Raphael Lingg mit seinem Lieblingspferd Filou, mit dem er bereits zwölf Flachrennen gewinnen konnte. – Foto: Barbara Würmli

Nachgefragt bei Raphael Lingg

Der 25jährige Rennreiter, der gebürtig aus Grossdietwil LU kommt, gehört seit Jahren in den Sparten Flach und Hindernis, zu den Top 5-Jockeys der Schweiz. Darauf angesprochen meint Raphael: «Nach der Lehre bei Carmen Bocskai in Avenches, war mein erstes Ziel, die 50 Siege zu erreichen, die es braucht um sich Jockey nennen zu dürfen. Das habe ich geschafft und seit ich Jockey bin, nehme ich mir einfach jede Saison vor, zu den fünf Besten in der Schweiz zu gehören und in einer oder beiden Sparten klappt das in den letzten Jahren auch immer.» Aber träumt nicht jeder Rennreiter davon, einmal den Durchbruch in einem grossen Rennsportland wie Frankreich oder England zu machen? «Nein» sagt Raphael dazu und fügt an: «Ich habe nach der Ausbildung schnell gemerkt, dass im Ausland keiner auf einen Schweizer wartet.

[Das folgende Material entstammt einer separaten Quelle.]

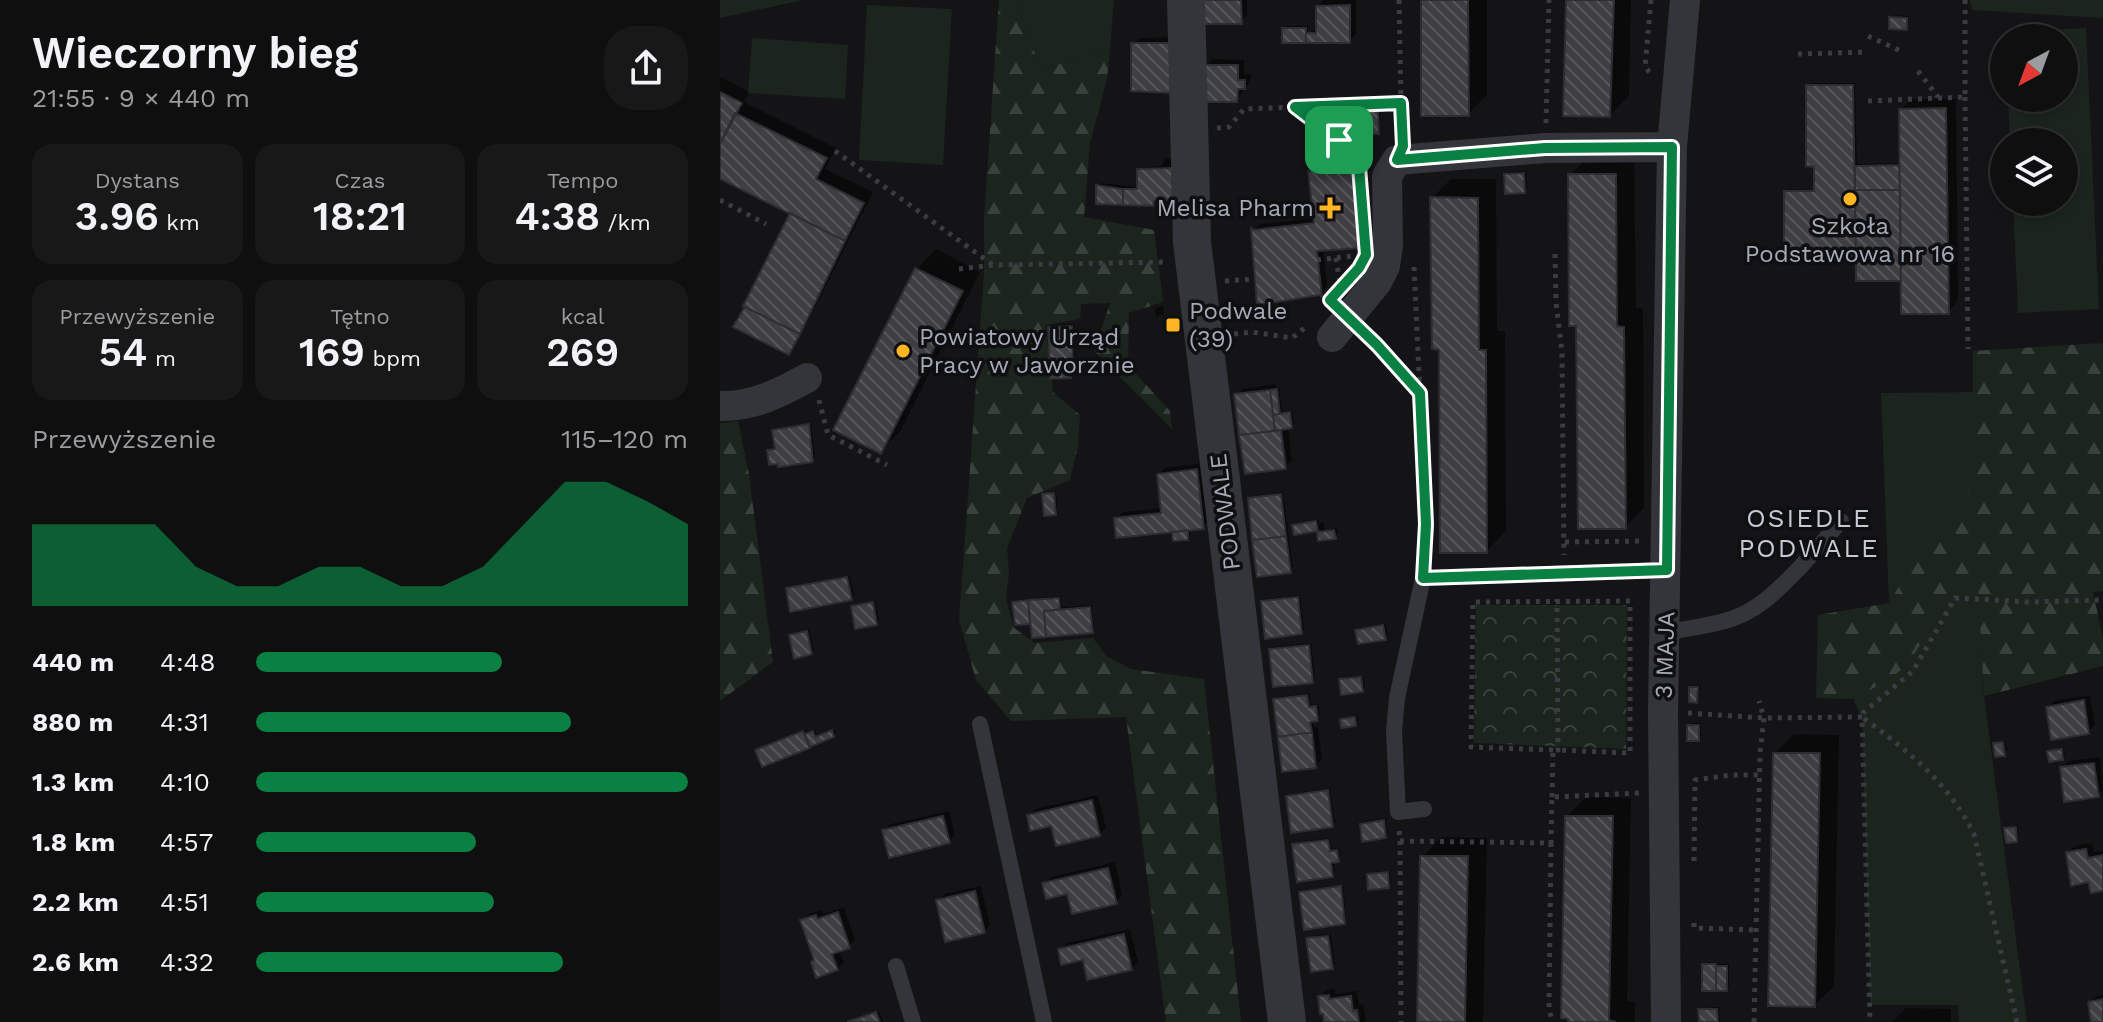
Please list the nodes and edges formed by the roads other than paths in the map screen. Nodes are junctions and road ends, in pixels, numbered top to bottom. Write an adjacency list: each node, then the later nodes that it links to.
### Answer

Zwar war ich einmal für drei Monate bei Guy Cherel in Pau und durfte während dieser Zeit auch ein Rennen für ihn reiten. Er hat mir danach angeboten bei ihm zu bleiben und wollte mir garantieren, dass ich regelmässig Ritte bekäme, aber für mich war das keine Option. Vermutlich hätte ich tatsächlich Ritte bekommen, aber kaum in den grossen Rennen in Auteuil oder auf anderen Prestigerennbahnen. Ich wäre wohl ein so genannter Provinzreiter geworden, einer für die alltäglichen kleineren Rennen, was für mich nicht reizvoll war. Ich fühle mich in der Schweiz wohl, sie ist mein Zuhause, auch wenn die Möglichkeiten als Jockey halt eingeschränkt sind.»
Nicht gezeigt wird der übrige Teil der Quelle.